BEGIN

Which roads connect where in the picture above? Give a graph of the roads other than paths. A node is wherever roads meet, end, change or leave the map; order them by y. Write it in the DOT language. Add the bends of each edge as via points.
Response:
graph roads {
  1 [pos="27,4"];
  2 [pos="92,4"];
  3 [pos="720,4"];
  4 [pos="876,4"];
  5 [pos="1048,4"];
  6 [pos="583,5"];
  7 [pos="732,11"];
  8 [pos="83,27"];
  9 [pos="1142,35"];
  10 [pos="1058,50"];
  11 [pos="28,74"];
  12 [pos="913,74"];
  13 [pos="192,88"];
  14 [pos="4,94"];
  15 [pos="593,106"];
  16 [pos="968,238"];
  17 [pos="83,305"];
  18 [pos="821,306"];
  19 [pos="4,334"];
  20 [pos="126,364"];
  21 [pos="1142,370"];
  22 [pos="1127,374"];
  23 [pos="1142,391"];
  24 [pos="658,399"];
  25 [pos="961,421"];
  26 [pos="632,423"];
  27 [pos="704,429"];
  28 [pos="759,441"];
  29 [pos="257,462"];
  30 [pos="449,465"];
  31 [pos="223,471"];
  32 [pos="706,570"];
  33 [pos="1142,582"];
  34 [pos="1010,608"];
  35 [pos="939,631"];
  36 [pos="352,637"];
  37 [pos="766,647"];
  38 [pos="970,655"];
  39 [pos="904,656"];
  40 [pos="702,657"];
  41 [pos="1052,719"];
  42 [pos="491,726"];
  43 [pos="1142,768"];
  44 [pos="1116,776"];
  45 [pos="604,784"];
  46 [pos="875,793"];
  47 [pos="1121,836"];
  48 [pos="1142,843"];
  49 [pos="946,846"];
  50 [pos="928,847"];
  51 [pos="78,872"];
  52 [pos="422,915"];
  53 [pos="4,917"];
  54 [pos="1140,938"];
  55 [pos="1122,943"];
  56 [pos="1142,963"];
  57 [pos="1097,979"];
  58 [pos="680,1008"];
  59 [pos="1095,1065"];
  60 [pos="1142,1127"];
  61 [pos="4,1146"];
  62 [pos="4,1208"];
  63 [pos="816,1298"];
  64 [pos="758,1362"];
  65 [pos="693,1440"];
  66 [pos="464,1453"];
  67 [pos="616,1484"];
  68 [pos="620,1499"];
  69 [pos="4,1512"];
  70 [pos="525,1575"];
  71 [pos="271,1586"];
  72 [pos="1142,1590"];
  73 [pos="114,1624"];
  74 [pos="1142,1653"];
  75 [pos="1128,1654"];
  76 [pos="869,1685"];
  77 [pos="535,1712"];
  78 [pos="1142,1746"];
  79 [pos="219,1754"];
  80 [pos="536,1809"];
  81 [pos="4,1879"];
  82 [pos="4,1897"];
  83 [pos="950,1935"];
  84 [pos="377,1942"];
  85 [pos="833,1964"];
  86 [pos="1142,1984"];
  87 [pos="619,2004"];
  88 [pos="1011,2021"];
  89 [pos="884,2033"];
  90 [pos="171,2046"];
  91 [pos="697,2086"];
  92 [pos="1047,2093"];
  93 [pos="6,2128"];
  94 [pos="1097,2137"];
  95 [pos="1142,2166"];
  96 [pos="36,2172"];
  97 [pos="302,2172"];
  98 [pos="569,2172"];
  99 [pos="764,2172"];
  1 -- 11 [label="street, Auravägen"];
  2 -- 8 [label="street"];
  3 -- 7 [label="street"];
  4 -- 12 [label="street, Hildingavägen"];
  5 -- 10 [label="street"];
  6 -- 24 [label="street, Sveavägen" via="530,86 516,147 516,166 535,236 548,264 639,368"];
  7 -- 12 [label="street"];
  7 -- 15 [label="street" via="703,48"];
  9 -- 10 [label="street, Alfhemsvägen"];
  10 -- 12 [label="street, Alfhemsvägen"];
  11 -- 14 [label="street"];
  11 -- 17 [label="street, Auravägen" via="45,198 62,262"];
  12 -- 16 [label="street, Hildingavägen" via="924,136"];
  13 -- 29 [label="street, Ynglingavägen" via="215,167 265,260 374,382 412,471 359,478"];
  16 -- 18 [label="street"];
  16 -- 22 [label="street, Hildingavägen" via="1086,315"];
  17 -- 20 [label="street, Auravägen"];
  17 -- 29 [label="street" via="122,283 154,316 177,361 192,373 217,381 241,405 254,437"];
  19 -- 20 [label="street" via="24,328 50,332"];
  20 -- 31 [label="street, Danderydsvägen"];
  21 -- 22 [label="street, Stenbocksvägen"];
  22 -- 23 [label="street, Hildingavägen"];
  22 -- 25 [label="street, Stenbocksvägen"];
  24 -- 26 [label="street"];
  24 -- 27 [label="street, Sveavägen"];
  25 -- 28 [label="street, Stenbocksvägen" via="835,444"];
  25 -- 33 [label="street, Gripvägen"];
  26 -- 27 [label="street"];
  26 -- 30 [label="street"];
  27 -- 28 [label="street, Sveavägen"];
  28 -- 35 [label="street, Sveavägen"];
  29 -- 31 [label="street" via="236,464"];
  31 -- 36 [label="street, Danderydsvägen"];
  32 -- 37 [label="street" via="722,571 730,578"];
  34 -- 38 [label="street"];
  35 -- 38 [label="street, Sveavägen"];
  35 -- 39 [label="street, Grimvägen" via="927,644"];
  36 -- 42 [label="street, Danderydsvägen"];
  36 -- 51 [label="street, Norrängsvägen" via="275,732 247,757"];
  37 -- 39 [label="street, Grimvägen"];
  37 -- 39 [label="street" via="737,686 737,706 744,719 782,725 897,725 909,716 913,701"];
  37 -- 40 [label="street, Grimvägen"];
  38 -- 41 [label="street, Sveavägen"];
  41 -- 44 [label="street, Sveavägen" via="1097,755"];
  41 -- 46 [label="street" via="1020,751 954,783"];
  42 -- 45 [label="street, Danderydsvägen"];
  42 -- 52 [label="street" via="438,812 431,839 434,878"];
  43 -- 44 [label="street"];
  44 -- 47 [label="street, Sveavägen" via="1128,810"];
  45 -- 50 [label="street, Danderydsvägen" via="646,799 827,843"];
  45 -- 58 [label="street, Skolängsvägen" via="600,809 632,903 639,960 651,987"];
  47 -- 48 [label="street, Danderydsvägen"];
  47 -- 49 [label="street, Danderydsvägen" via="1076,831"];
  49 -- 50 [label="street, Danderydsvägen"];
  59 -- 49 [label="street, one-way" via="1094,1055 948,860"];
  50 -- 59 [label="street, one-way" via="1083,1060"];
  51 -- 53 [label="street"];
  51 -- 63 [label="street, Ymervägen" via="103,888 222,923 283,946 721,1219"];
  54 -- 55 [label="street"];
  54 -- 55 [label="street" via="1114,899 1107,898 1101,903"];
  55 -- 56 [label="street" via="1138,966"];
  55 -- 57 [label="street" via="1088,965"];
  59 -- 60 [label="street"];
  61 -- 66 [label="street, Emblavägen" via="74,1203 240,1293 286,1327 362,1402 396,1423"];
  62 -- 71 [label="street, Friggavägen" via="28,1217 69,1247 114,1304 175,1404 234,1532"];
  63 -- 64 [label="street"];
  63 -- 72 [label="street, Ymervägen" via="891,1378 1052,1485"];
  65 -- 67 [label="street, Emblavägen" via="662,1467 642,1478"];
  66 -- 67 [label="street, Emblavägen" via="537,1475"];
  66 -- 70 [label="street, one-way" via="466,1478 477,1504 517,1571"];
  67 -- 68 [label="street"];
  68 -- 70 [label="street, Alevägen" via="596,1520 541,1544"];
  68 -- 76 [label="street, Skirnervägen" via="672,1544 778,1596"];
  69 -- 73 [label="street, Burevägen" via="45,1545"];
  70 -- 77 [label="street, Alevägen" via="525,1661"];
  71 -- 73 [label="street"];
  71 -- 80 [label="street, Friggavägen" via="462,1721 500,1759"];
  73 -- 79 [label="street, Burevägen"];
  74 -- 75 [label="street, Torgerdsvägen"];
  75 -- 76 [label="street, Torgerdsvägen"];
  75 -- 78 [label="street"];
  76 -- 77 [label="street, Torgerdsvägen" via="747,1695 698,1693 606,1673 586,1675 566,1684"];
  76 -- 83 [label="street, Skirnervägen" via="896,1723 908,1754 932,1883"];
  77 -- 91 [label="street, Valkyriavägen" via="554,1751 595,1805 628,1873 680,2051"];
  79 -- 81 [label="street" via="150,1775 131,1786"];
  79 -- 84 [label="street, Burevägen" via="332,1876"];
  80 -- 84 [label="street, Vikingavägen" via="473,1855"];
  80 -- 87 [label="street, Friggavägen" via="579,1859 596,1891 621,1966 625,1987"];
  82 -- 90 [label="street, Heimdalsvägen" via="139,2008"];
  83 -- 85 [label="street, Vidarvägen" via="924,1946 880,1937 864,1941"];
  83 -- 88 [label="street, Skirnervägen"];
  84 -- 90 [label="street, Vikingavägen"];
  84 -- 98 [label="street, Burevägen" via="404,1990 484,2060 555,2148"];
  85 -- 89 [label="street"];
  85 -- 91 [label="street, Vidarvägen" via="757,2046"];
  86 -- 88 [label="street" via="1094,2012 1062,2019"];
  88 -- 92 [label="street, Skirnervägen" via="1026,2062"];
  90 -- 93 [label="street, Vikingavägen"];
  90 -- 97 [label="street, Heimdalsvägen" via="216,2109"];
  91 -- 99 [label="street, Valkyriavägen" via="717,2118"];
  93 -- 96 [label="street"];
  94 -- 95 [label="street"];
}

END

Gather each line of the records holding the string "Skirnervägen".

*Result of the task*.
  68 -- 76 [label="street, Skirnervägen" via="672,1544 778,1596"];
  76 -- 83 [label="street, Skirnervägen" via="896,1723 908,1754 932,1883"];
  83 -- 88 [label="street, Skirnervägen"];
  88 -- 92 [label="street, Skirnervägen" via="1026,2062"];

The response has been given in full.